EXERCISE
Pull every line holding the word "NORTHERN" from the data below and copy it.
[AVAILABLE RECORDS Boundary: Start]
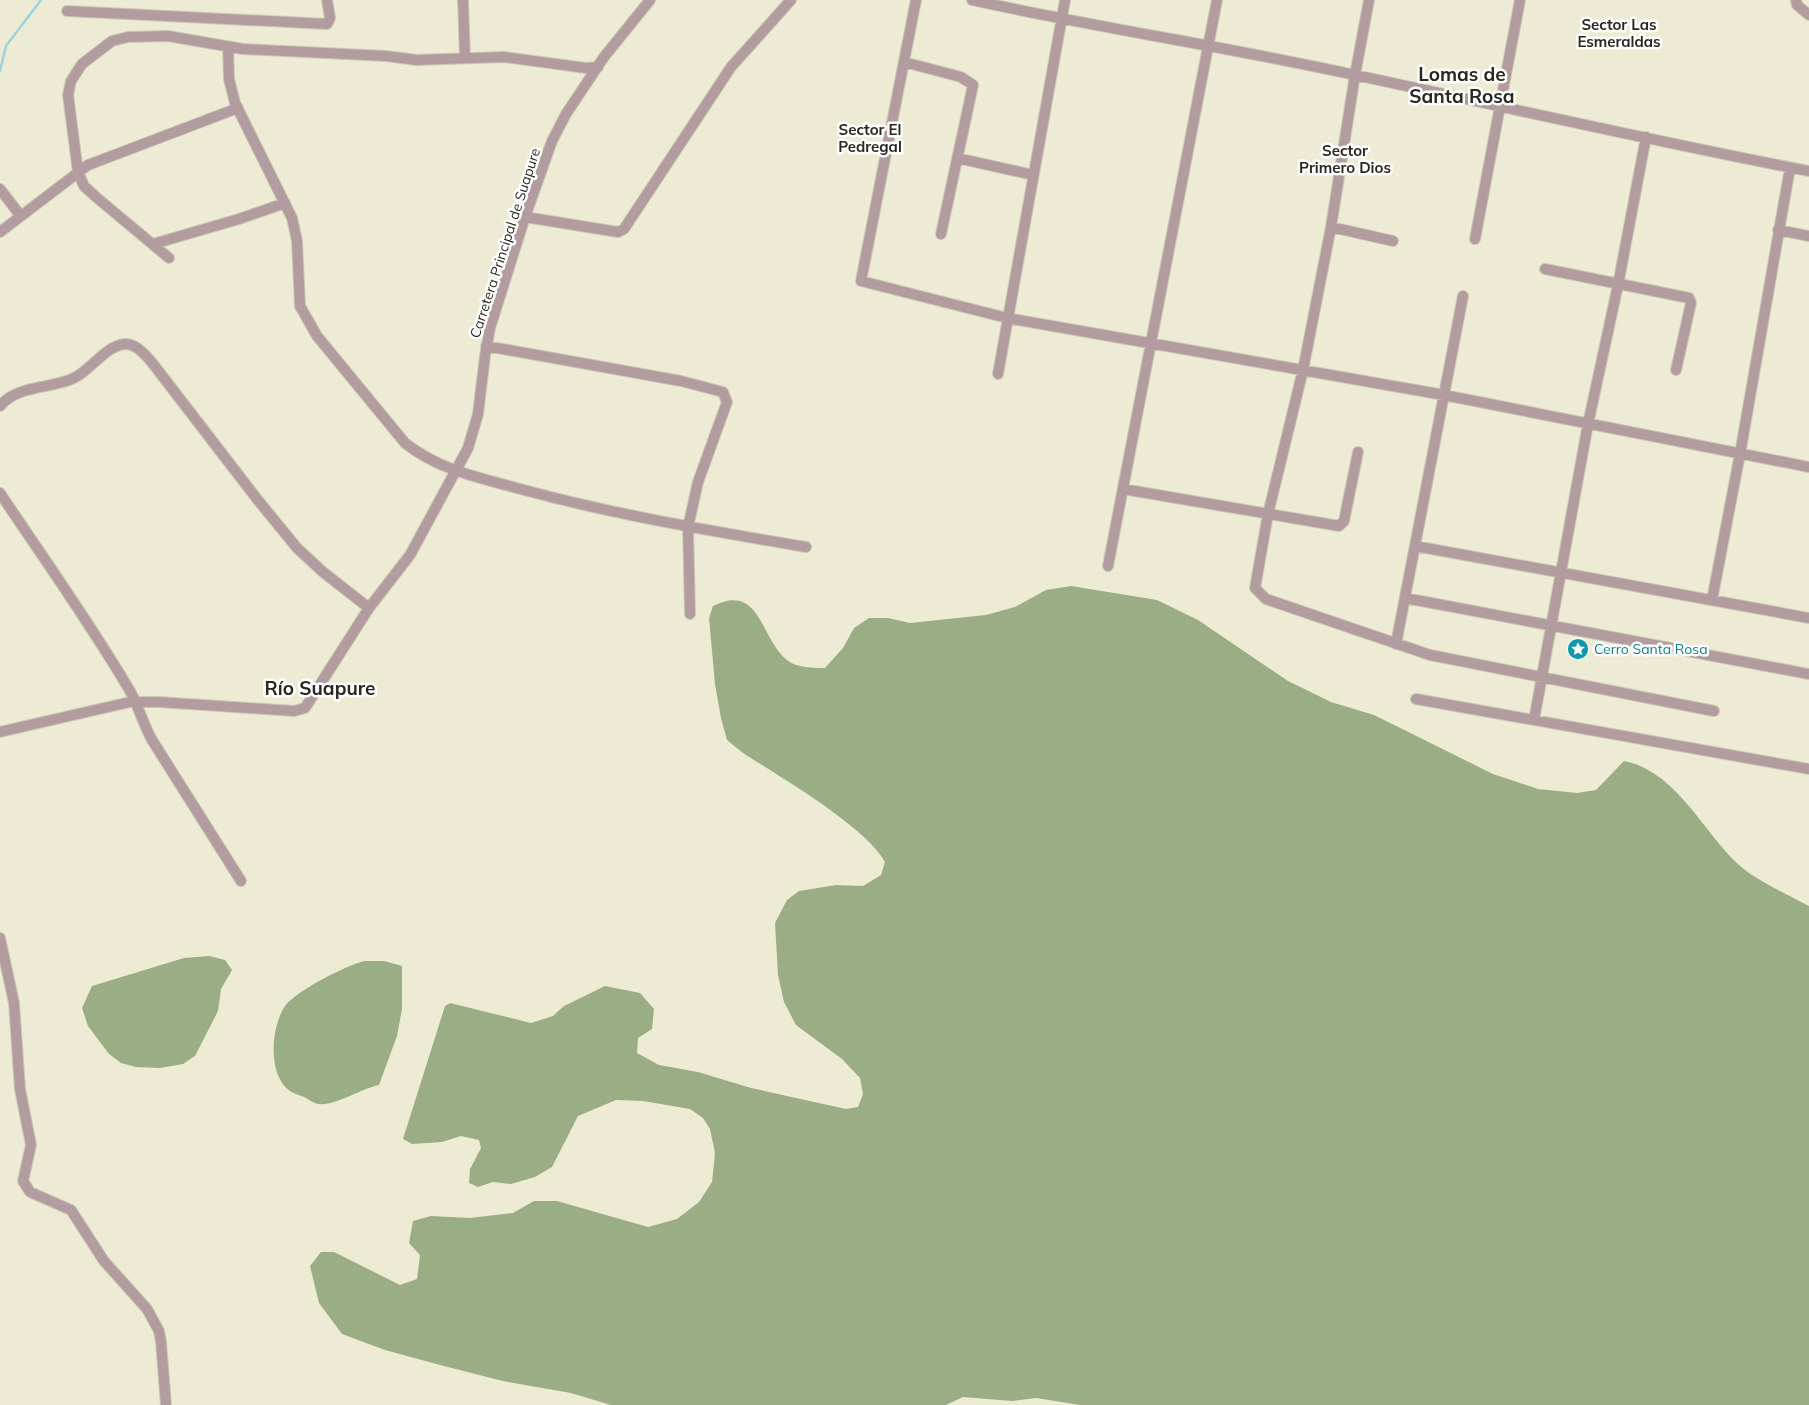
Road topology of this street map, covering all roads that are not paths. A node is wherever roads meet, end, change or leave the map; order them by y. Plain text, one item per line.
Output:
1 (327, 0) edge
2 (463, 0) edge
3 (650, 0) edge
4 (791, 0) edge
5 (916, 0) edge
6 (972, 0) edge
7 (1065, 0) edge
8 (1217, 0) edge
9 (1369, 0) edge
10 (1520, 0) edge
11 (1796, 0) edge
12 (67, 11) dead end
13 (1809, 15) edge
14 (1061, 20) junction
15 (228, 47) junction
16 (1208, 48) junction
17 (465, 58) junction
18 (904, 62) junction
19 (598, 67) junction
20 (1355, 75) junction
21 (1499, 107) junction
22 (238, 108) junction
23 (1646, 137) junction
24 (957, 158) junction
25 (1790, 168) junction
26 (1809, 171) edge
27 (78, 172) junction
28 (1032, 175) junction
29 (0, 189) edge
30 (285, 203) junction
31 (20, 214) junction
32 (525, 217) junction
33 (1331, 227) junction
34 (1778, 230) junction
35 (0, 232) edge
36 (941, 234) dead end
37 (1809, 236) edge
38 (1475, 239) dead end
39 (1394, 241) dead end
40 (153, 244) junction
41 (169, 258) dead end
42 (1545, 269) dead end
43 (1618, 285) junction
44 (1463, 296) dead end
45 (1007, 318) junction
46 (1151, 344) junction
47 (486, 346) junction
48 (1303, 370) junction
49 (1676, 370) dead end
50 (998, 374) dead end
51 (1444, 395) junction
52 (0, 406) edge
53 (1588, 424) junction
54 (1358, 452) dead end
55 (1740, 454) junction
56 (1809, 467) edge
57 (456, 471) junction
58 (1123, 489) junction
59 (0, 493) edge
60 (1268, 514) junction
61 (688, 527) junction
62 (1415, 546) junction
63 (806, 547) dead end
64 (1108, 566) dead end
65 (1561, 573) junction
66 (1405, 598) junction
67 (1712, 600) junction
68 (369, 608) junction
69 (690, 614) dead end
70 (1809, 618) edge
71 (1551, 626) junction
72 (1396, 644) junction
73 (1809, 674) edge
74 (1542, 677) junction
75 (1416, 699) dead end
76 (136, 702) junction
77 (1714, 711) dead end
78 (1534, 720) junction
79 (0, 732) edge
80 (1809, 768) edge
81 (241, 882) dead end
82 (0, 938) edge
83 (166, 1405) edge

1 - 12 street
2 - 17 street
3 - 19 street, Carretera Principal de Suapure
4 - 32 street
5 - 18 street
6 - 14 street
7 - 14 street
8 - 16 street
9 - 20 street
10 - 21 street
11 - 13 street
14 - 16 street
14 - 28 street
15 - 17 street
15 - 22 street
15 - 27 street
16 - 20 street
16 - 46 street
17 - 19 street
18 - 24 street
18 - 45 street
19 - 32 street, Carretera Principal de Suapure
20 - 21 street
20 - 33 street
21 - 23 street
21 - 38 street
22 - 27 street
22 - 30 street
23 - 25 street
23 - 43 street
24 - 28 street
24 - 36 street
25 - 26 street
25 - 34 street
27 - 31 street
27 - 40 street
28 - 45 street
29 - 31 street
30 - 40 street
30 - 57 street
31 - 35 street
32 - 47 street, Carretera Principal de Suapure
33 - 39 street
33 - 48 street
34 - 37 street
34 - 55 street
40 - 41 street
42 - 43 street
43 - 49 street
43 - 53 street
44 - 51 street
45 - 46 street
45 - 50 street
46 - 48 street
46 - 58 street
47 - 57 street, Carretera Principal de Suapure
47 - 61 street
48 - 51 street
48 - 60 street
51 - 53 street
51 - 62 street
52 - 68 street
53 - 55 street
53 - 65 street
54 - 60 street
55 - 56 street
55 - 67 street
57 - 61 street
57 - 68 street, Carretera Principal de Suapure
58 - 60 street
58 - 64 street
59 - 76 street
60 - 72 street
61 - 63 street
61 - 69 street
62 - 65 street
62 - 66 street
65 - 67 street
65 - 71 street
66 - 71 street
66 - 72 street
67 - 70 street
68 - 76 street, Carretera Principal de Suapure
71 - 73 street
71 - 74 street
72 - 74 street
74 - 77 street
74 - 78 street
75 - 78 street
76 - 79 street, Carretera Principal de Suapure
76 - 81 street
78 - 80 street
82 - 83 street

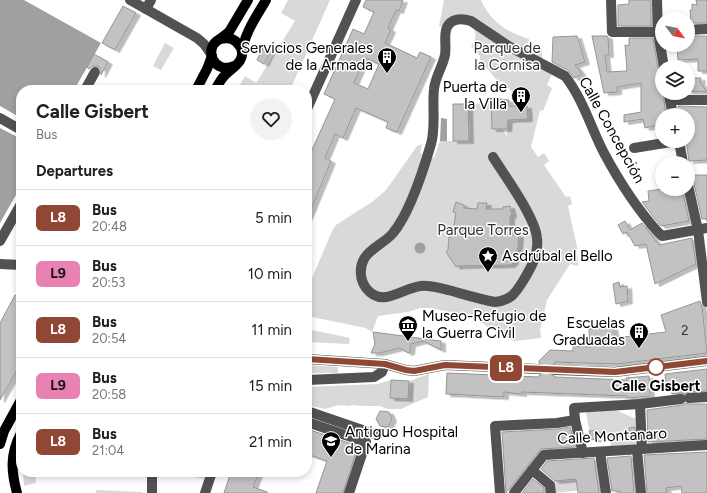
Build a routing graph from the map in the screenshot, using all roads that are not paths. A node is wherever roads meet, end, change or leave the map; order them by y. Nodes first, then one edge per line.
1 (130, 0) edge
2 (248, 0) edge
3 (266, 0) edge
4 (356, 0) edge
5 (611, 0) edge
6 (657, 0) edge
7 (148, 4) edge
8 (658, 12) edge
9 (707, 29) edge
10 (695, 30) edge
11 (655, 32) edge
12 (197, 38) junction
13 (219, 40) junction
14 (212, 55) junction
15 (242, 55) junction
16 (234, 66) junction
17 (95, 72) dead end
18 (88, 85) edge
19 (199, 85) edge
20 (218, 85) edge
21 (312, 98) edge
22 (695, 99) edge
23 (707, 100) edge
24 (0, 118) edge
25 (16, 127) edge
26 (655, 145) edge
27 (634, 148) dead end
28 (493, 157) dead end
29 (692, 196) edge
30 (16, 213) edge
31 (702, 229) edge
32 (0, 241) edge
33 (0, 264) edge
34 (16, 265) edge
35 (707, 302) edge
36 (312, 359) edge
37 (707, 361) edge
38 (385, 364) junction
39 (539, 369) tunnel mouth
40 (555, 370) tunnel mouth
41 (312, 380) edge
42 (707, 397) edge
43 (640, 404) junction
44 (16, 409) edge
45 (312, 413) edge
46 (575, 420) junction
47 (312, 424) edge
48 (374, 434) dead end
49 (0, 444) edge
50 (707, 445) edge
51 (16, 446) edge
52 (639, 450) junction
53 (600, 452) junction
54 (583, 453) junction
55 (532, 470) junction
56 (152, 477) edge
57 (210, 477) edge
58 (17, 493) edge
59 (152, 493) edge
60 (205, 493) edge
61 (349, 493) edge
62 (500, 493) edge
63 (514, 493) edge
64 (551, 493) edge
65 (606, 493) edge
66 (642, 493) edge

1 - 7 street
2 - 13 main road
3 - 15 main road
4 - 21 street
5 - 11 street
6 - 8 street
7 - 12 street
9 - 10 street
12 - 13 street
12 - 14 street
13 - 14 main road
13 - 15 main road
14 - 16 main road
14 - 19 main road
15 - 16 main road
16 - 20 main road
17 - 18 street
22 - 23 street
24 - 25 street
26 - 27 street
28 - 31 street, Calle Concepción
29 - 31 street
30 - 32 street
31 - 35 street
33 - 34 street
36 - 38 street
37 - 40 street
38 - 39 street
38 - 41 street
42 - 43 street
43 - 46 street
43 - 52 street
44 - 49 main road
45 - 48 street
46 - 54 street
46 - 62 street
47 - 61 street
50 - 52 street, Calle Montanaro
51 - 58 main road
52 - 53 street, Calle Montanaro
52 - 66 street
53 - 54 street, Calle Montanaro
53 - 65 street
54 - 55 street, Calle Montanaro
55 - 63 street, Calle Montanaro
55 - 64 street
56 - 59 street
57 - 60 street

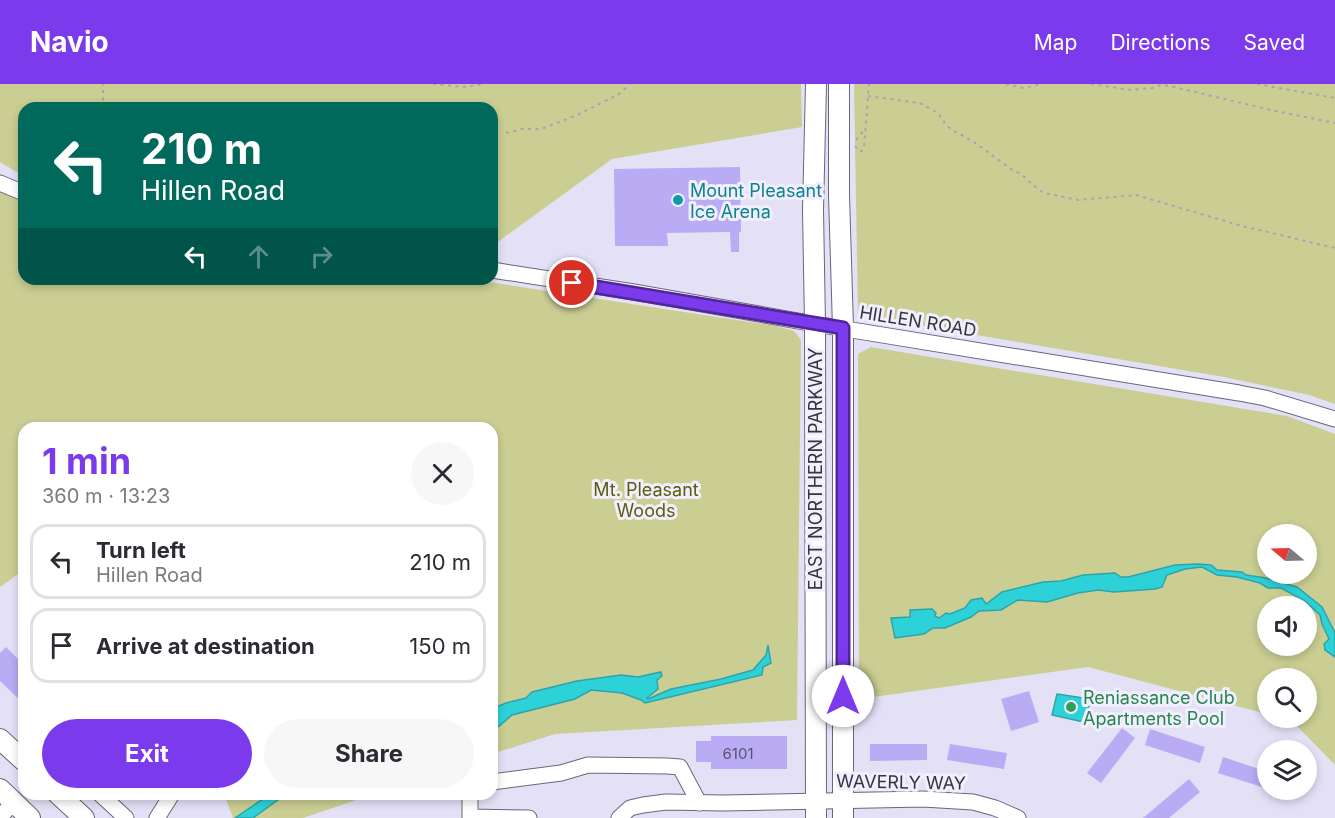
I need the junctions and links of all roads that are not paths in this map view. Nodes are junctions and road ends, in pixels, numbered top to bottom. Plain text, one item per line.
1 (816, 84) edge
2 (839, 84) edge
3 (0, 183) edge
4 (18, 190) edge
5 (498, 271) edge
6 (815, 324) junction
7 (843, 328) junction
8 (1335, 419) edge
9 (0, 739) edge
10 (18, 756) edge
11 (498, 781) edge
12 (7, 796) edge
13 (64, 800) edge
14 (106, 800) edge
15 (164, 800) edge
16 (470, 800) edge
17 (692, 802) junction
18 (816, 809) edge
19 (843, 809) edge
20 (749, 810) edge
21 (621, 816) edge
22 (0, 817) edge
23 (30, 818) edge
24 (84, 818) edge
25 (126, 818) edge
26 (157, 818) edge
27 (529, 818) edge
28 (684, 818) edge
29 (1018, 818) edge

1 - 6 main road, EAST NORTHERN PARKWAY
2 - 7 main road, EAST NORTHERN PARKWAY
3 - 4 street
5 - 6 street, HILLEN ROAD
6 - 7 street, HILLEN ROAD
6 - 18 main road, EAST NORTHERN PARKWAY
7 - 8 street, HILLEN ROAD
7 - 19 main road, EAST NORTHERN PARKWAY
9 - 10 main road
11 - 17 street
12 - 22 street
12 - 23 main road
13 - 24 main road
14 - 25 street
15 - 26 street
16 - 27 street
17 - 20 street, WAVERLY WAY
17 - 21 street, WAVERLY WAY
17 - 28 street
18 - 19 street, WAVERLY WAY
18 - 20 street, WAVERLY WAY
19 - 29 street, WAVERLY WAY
[AVAILABLE RECORDS Boundary: End]
WRITTEN ANSWER
1 - 6 main road, EAST NORTHERN PARKWAY
2 - 7 main road, EAST NORTHERN PARKWAY
6 - 18 main road, EAST NORTHERN PARKWAY
7 - 19 main road, EAST NORTHERN PARKWAY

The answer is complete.